Sans excuser l’esclavage, certains historiens soulignent le contexte économique de l’époque.

«En tant qu’historien, je ne peux que plaider pour la contextualisation des événements. Il est indéniable que Napoléon a réintroduit l’esclavage en 1802, mais il l’a fait dans un contexte où tous les pays européens et les États-Unis avaient l’esclavage », a fait valoir Jacques-Olivier Boudon, professeur d’histoire à l’Université de la Sorbonne. affirmant que Bonaparte n’avait pas le choix s’il voulait que la France soit en concurrence avec d’autres pays pro-esclavagistes.

Les objections à Napoléon ne sont ni nouvelles ni exclusives à la gauche. En 2005, le président de droite Jacques Chirac a évité de commémorer le bicentenaire de la victoire de Napoléon sur les forces russes et autrichiennes à Austerlitz.

Au cours de la semaine prochaine, le programme de Macron semble conçu pour désarmer les critiques de tous les horizons politiques. Après avoir commémoré Napoléon, il marquera samedi la journée de l’Europe, et deux jours plus tard la fête nationale des souvenirs de l’esclavage et le quarantième anniversaire de l’élection de François Mitterrand, le légendaire premier président socialiste de la Ve République française.

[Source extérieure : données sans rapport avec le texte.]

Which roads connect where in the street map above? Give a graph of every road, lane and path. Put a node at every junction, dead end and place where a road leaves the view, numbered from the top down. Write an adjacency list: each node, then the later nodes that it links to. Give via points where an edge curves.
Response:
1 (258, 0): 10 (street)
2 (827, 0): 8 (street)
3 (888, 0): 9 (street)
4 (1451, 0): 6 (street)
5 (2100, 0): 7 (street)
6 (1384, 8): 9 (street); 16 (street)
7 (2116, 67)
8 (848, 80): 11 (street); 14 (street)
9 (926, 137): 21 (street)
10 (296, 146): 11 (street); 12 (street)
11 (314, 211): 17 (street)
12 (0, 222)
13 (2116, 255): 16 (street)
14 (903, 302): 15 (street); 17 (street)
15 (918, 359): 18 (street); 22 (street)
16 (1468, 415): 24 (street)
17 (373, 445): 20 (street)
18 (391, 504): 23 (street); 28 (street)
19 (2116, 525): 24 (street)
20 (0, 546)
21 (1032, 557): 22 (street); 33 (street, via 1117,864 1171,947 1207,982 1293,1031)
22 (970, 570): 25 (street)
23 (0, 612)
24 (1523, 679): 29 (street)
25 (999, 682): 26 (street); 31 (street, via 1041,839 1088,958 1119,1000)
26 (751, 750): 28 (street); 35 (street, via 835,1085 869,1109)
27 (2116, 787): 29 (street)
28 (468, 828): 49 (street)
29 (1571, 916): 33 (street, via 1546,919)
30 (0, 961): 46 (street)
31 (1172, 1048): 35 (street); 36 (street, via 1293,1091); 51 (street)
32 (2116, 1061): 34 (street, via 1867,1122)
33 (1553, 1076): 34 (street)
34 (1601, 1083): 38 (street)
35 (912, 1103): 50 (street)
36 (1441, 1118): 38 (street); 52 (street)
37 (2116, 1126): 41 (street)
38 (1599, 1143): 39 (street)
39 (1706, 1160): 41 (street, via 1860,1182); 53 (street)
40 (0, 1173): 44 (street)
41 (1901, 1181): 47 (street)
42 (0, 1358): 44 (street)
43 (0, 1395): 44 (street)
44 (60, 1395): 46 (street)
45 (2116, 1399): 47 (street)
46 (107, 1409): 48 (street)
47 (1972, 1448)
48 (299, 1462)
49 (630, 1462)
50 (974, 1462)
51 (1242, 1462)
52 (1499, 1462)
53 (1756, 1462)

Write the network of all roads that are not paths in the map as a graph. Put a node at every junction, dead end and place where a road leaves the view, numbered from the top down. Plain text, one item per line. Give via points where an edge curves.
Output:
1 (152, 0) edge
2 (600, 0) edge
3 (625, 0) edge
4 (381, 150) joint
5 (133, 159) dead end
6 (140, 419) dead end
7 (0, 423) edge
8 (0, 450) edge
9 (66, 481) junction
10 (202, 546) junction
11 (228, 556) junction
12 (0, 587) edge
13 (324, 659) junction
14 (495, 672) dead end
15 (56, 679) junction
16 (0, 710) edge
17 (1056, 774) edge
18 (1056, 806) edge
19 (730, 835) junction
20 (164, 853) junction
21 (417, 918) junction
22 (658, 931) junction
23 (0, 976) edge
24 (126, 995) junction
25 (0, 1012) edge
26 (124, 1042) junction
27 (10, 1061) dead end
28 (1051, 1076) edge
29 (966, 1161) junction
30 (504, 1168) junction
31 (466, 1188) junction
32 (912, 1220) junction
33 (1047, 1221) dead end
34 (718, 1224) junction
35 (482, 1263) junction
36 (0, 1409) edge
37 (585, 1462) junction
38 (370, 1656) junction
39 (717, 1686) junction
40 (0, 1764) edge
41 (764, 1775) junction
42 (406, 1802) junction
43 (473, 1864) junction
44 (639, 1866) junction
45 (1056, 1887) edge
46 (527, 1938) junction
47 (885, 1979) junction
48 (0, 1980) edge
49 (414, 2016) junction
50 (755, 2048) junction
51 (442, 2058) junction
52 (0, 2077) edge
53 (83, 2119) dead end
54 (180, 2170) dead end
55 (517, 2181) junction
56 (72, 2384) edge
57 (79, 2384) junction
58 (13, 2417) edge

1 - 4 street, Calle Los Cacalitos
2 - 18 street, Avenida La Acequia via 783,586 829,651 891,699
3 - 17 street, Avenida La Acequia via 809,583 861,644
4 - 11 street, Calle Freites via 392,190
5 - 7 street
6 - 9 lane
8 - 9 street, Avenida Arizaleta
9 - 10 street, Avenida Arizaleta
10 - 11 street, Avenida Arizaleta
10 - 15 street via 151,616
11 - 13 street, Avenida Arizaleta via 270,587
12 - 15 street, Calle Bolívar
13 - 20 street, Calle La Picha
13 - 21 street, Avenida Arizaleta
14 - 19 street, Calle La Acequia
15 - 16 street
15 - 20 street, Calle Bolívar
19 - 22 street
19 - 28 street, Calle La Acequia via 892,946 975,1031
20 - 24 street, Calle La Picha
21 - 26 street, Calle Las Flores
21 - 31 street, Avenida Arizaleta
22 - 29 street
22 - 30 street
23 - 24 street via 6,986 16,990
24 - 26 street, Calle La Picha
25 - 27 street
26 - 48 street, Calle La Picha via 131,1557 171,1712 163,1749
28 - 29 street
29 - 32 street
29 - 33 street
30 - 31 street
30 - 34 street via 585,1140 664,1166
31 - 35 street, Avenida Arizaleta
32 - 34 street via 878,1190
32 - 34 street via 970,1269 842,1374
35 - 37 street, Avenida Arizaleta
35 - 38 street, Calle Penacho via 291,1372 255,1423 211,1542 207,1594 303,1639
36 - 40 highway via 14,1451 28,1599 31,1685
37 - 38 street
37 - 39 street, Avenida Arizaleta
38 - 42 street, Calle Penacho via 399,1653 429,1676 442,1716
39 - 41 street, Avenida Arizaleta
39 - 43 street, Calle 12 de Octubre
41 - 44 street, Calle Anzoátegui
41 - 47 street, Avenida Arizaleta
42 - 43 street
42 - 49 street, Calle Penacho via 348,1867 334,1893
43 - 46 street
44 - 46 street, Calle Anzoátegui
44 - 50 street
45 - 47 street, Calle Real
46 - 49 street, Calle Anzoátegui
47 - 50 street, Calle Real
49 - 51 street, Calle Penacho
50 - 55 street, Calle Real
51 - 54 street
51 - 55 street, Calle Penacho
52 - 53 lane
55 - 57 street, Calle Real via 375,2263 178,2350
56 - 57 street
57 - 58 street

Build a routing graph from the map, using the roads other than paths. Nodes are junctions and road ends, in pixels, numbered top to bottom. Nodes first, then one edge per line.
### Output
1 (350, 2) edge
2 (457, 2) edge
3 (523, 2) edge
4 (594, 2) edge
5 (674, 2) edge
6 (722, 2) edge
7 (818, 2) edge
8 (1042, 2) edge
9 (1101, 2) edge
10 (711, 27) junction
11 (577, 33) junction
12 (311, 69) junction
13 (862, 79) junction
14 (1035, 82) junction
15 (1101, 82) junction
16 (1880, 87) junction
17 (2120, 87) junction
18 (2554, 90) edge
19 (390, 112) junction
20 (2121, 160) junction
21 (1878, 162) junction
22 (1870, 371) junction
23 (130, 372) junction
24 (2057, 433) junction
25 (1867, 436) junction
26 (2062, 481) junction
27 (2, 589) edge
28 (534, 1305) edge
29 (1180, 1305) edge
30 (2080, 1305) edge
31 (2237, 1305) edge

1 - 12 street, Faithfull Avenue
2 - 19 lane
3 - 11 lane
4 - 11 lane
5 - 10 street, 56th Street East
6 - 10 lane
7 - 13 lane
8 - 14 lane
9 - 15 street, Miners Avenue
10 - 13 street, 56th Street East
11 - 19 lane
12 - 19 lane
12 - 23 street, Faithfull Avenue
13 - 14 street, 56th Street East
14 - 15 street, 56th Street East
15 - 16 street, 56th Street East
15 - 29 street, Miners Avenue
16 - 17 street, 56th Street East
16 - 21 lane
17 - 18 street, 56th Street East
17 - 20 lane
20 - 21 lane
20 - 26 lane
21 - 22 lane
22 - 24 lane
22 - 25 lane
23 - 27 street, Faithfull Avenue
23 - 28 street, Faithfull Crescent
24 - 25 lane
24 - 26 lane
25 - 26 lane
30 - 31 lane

La commémoration rapide de Napoléon et de la Journée de l’Europe offre à Macron deux chances de s’attaquer à l’héritage européen complexe de Bonaparte. L’empereur français est souvent dépeint comme l’homme qui a unifié l’Europe en exportant les valeurs de la révolution française. Mais paradoxalement, l’expansionnisme napoléonien a contribué à alimenter le nationalisme, le principal ennemi de l’Europe d’aujourd’hui, car partout où les armées de Napoléon allaient, il y avait une réaction patriotique, disent les experts.

«La tentative de Napoléon d’exporter l’ordre de la révolution française a abouti à la naissance de nations», a déclaré Sylvain Kahn, historien et géographe de l’UE à l’université de Sciences Po à Paris.

Et pourtant, pour beaucoup, Napoléon et Macron représentent des ambitions pour un plus grand rôle de l’Europe, et à travers elle, de la France, sur la scène mondiale.

Pauline de Saint Remy a contribué au reportage.